(INPUT DATA begins)

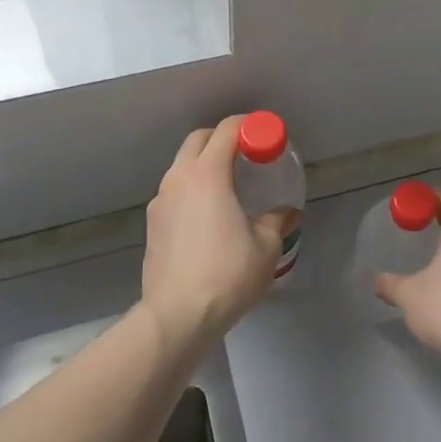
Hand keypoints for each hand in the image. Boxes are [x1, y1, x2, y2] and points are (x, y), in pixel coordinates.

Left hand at [142, 115, 289, 348]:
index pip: (227, 130)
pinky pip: (174, 191)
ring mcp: (160, 200)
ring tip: (228, 185)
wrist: (177, 316)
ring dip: (204, 163)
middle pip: (199, 140)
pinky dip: (192, 189)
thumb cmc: (227, 274)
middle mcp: (179, 178)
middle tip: (246, 154)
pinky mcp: (151, 223)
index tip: (266, 135)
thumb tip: (288, 214)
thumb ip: (276, 222)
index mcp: (208, 173)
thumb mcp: (265, 247)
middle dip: (222, 138)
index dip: (249, 125)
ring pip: (182, 165)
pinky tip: (207, 214)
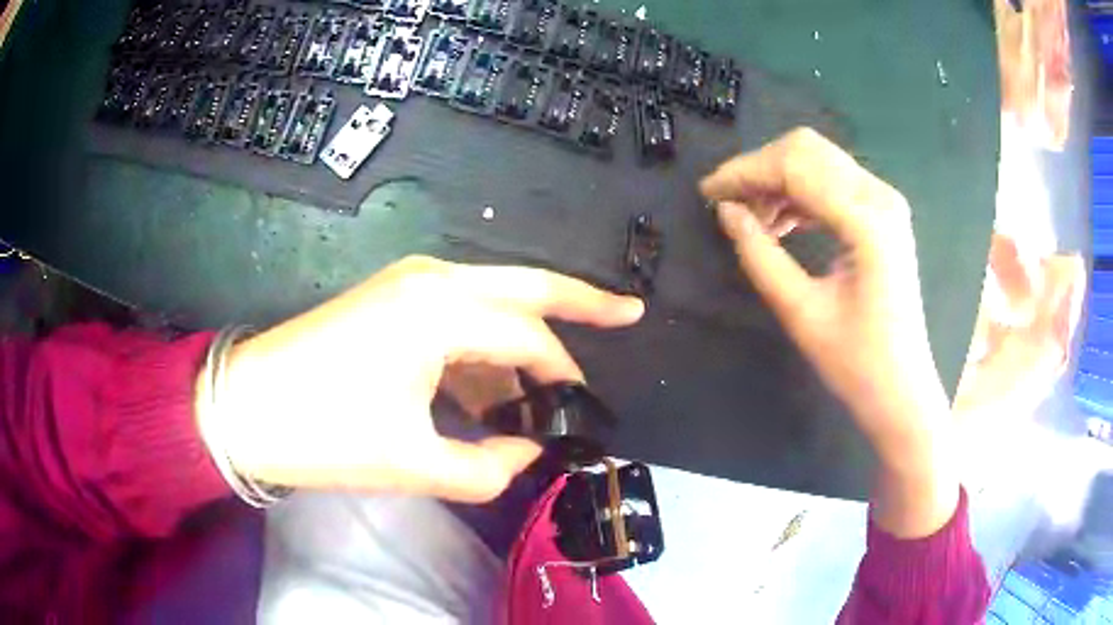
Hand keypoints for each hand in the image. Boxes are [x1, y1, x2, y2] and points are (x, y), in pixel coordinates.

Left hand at [197, 256, 643, 502]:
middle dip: (582, 300)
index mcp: (440, 310)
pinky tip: (486, 391)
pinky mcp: (390, 299)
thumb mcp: (413, 463)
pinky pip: (457, 314)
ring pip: (491, 301)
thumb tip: (528, 452)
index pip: (529, 337)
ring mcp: (408, 283)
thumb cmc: (324, 433)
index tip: (582, 411)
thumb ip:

(INPUT DATA ends)

▶ WHAT TO DO: Across the data, pull every line containing the string "middle".

▶ ANSWER AREA:
middle pip: (199, 140)
middle mcp: (179, 178)
middle tip: (246, 154)
middle dip: (222, 138)
middle dip: (582, 300)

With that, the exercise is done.